◆ **Input records**
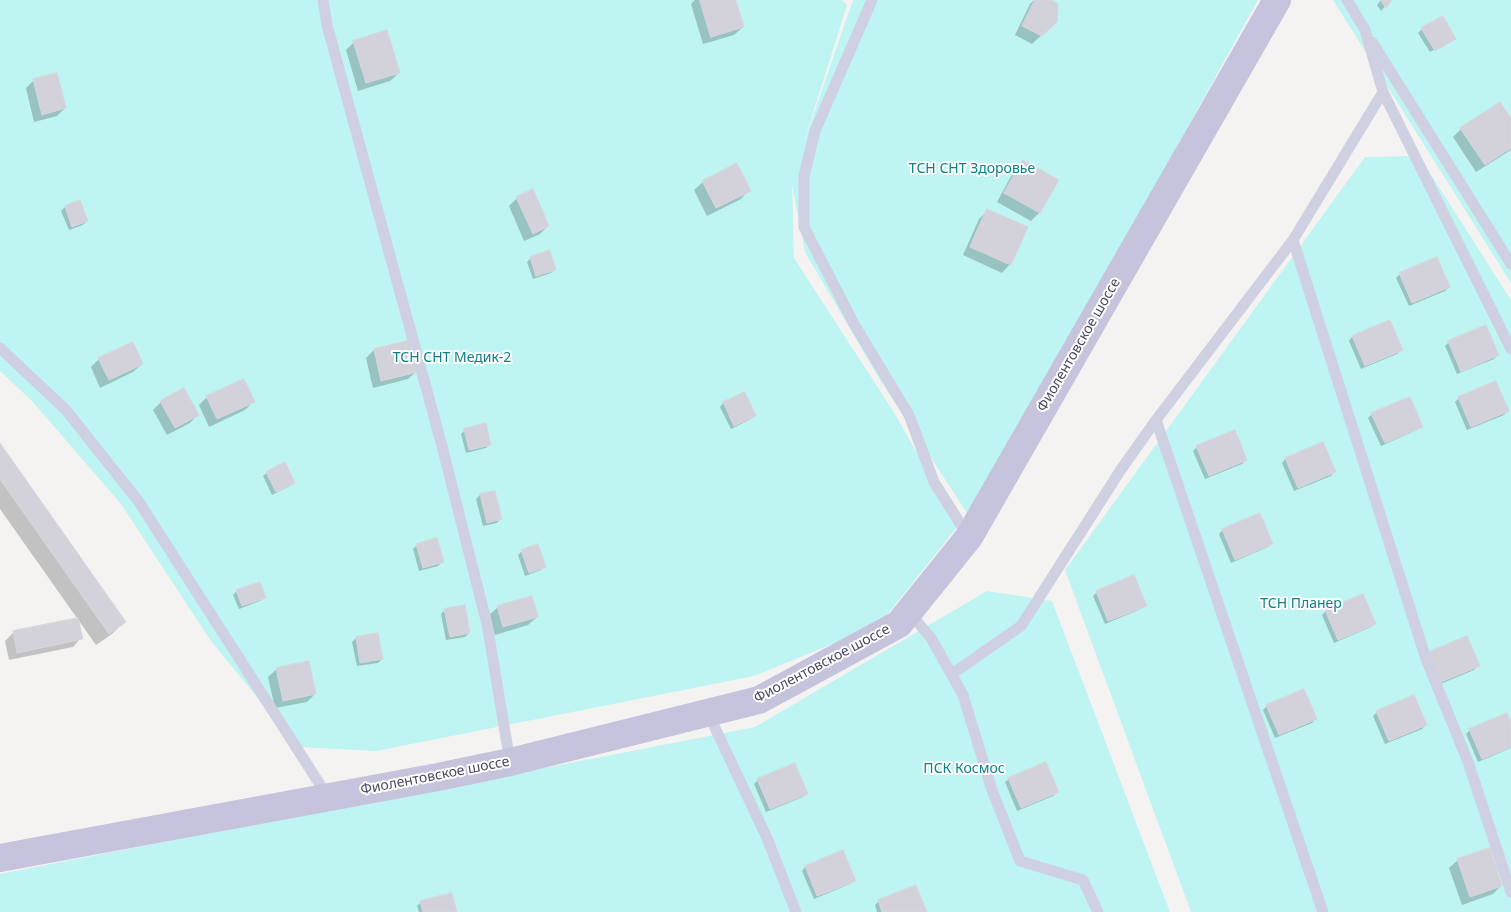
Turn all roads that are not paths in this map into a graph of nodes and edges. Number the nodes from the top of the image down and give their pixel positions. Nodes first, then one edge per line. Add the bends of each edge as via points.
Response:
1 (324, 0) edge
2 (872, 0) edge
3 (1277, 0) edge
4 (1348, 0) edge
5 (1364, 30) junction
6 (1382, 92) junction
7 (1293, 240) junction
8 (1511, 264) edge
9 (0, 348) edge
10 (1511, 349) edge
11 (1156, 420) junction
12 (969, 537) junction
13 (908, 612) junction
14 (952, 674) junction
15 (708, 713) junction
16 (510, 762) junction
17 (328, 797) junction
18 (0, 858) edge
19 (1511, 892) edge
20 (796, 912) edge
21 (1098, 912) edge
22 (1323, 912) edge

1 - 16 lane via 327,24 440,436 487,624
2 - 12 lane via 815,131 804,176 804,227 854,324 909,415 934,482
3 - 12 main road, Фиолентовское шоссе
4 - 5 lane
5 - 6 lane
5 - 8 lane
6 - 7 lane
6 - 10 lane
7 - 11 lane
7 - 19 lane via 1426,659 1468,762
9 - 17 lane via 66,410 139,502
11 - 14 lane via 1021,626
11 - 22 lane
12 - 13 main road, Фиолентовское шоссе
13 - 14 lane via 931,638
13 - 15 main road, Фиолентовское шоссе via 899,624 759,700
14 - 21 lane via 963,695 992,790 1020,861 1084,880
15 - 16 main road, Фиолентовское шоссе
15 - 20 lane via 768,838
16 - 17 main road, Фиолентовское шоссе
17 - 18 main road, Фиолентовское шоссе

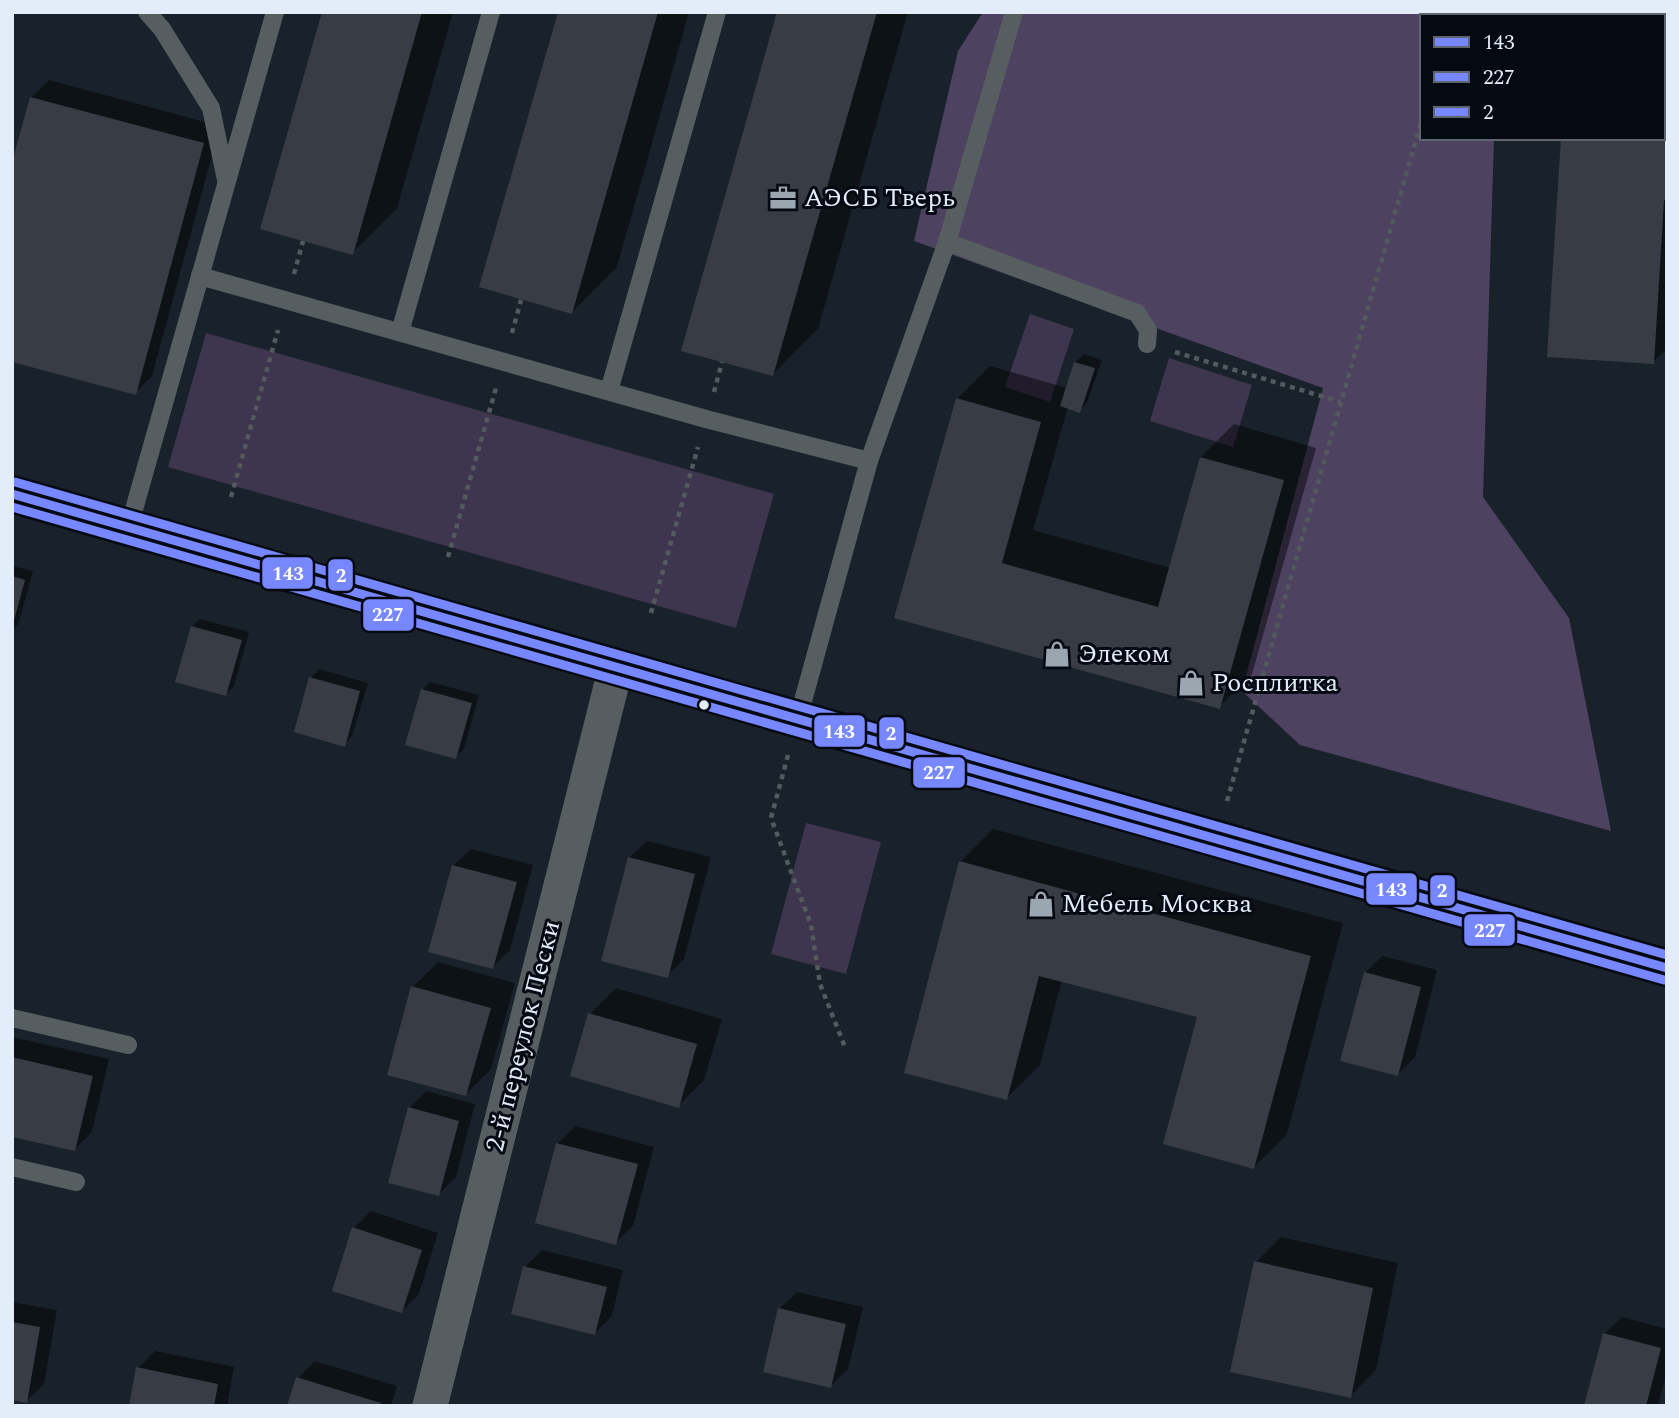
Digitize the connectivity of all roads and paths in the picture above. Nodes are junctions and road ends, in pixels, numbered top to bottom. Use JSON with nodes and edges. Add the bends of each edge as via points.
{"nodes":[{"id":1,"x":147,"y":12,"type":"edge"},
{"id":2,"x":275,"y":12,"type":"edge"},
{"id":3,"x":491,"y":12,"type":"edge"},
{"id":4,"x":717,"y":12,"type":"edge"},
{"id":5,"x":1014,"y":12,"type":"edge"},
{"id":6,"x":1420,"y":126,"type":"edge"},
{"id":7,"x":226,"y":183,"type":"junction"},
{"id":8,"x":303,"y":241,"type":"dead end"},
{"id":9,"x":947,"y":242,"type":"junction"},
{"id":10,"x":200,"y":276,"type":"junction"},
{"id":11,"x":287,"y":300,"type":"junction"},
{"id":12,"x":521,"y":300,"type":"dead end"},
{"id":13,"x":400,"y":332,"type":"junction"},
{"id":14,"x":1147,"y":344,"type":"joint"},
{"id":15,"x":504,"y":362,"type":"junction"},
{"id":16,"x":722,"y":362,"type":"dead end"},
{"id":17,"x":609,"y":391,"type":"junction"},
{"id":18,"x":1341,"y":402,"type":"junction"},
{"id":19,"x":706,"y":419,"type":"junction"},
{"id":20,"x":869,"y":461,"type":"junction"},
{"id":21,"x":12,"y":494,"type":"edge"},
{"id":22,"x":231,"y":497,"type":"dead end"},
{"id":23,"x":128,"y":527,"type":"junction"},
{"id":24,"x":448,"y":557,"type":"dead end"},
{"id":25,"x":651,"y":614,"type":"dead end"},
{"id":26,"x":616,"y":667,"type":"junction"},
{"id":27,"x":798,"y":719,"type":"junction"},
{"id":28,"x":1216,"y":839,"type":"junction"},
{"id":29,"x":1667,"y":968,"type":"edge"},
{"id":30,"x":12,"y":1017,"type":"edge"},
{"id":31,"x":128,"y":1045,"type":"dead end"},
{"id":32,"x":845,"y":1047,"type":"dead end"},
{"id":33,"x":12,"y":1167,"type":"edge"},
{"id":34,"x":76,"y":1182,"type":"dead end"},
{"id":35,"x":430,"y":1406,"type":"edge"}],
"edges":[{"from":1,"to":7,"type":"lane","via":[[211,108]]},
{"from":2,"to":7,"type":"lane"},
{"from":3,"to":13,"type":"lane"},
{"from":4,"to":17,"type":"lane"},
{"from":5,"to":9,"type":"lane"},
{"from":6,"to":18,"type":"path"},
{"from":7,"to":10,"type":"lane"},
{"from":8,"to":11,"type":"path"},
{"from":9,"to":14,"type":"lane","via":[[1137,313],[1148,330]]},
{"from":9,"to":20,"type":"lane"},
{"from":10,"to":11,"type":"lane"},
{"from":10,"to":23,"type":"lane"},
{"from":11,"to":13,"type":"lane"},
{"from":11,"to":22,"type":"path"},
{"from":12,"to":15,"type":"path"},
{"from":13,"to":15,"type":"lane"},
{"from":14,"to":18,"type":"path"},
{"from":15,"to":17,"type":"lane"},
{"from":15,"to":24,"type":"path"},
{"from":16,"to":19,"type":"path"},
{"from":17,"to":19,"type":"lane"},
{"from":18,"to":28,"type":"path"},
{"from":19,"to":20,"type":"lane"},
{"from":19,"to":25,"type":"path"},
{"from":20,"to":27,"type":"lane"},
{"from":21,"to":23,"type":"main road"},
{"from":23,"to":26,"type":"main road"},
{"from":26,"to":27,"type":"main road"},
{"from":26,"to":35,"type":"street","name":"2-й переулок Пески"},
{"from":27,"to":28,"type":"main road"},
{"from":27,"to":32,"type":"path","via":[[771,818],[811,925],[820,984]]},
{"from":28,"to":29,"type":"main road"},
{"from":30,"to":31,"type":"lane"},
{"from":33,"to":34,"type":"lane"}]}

◆ **The problem**
Although the records contain pictures, the output must hold only their exact wording.

◆ **Answer to this task**
Turn all roads that are not paths in this map into a graph of nodes and edges. Number the nodes from the top of the image down and give their pixel positions. Nodes first, then one edge per line. Add the bends of each edge as via points.
Response:
1 (324, 0) edge
2 (872, 0) edge
3 (1277, 0) edge
4 (1348, 0) edge
5 (1364, 30) junction
6 (1382, 92) junction
7 (1293, 240) junction
8 (1511, 264) edge
9 (0, 348) edge
10 (1511, 349) edge
11 (1156, 420) junction
12 (969, 537) junction
13 (908, 612) junction
14 (952, 674) junction
15 (708, 713) junction
16 (510, 762) junction
17 (328, 797) junction
18 (0, 858) edge
19 (1511, 892) edge
20 (796, 912) edge
21 (1098, 912) edge
22 (1323, 912) edge

1 - 16 lane via 327,24 440,436 487,624
2 - 12 lane via 815,131 804,176 804,227 854,324 909,415 934,482
3 - 12 main road, Фиолентовское шоссе
4 - 5 lane
5 - 6 lane
5 - 8 lane
6 - 7 lane
6 - 10 lane
7 - 11 lane
7 - 19 lane via 1426,659 1468,762
9 - 17 lane via 66,410 139,502
11 - 14 lane via 1021,626
11 - 22 lane
12 - 13 main road, Фиолентовское шоссе
13 - 14 lane via 931,638
13 - 15 main road, Фиолентовское шоссе via 899,624 759,700
14 - 21 lane via 963,695 992,790 1020,861 1084,880
15 - 16 main road, Фиолентовское шоссе
15 - 20 lane via 768,838
16 - 17 main road, Фиолентовское шоссе
17 - 18 main road, Фиолентовское шоссе

Digitize the connectivity of all roads and paths in the picture above. Nodes are junctions and road ends, in pixels, numbered top to bottom. Use JSON with nodes and edges. Add the bends of each edge as via points.
{"nodes":[{"id":1,"x":147,"y":12,"type":"edge"},
{"id":2,"x":275,"y":12,"type":"edge"},
{"id":3,"x":491,"y":12,"type":"edge"},
{"id":4,"x":717,"y":12,"type":"edge"},
{"id":5,"x":1014,"y":12,"type":"edge"},
{"id":6,"x":1420,"y":126,"type":"edge"},
{"id":7,"x":226,"y":183,"type":"junction"},
{"id":8,"x":303,"y":241,"type":"dead end"},
{"id":9,"x":947,"y":242,"type":"junction"},
{"id":10,"x":200,"y":276,"type":"junction"},
{"id":11,"x":287,"y":300,"type":"junction"},
{"id":12,"x":521,"y":300,"type":"dead end"},
{"id":13,"x":400,"y":332,"type":"junction"},
{"id":14,"x":1147,"y":344,"type":"joint"},
{"id":15,"x":504,"y":362,"type":"junction"},
{"id":16,"x":722,"y":362,"type":"dead end"},
{"id":17,"x":609,"y":391,"type":"junction"},
{"id":18,"x":1341,"y":402,"type":"junction"},
{"id":19,"x":706,"y":419,"type":"junction"},
{"id":20,"x":869,"y":461,"type":"junction"},
{"id":21,"x":12,"y":494,"type":"edge"},
{"id":22,"x":231,"y":497,"type":"dead end"},
{"id":23,"x":128,"y":527,"type":"junction"},
{"id":24,"x":448,"y":557,"type":"dead end"},
{"id":25,"x":651,"y":614,"type":"dead end"},
{"id":26,"x":616,"y":667,"type":"junction"},
{"id":27,"x":798,"y":719,"type":"junction"},
{"id":28,"x":1216,"y":839,"type":"junction"},
{"id":29,"x":1667,"y":968,"type":"edge"},
{"id":30,"x":12,"y":1017,"type":"edge"},
{"id":31,"x":128,"y":1045,"type":"dead end"},
{"id":32,"x":845,"y":1047,"type":"dead end"},
{"id":33,"x":12,"y":1167,"type":"edge"},
{"id":34,"x":76,"y":1182,"type":"dead end"},
{"id":35,"x":430,"y":1406,"type":"edge"}],
"edges":[{"from":1,"to":7,"type":"lane","via":[[211,108]]},
{"from":2,"to":7,"type":"lane"},
{"from":3,"to":13,"type":"lane"},
{"from":4,"to":17,"type":"lane"},
{"from":5,"to":9,"type":"lane"},
{"from":6,"to":18,"type":"path"},
{"from":7,"to":10,"type":"lane"},
{"from":8,"to":11,"type":"path"},
{"from":9,"to":14,"type":"lane","via":[[1137,313],[1148,330]]},
{"from":9,"to":20,"type":"lane"},
{"from":10,"to":11,"type":"lane"},
{"from":10,"to":23,"type":"lane"},
{"from":11,"to":13,"type":"lane"},
{"from":11,"to":22,"type":"path"},
{"from":12,"to":15,"type":"path"},
{"from":13,"to":15,"type":"lane"},
{"from":14,"to":18,"type":"path"},
{"from":15,"to":17,"type":"lane"},
{"from":15,"to":24,"type":"path"},
{"from":16,"to":19,"type":"path"},
{"from":17,"to":19,"type":"lane"},
{"from":18,"to":28,"type":"path"},
{"from":19,"to":20,"type":"lane"},
{"from":19,"to":25,"type":"path"},
{"from":20,"to":27,"type":"lane"},
{"from":21,"to":23,"type":"main road"},
{"from":23,"to":26,"type":"main road"},
{"from":26,"to":27,"type":"main road"},
{"from":26,"to":35,"type":"street","name":"2-й переулок Пески"},
{"from":27,"to":28,"type":"main road"},
{"from":27,"to":32,"type":"path","via":[[771,818],[811,925],[820,984]]},
{"from":28,"to":29,"type":"main road"},
{"from":30,"to":31,"type":"lane"},
{"from":33,"to":34,"type":"lane"}]}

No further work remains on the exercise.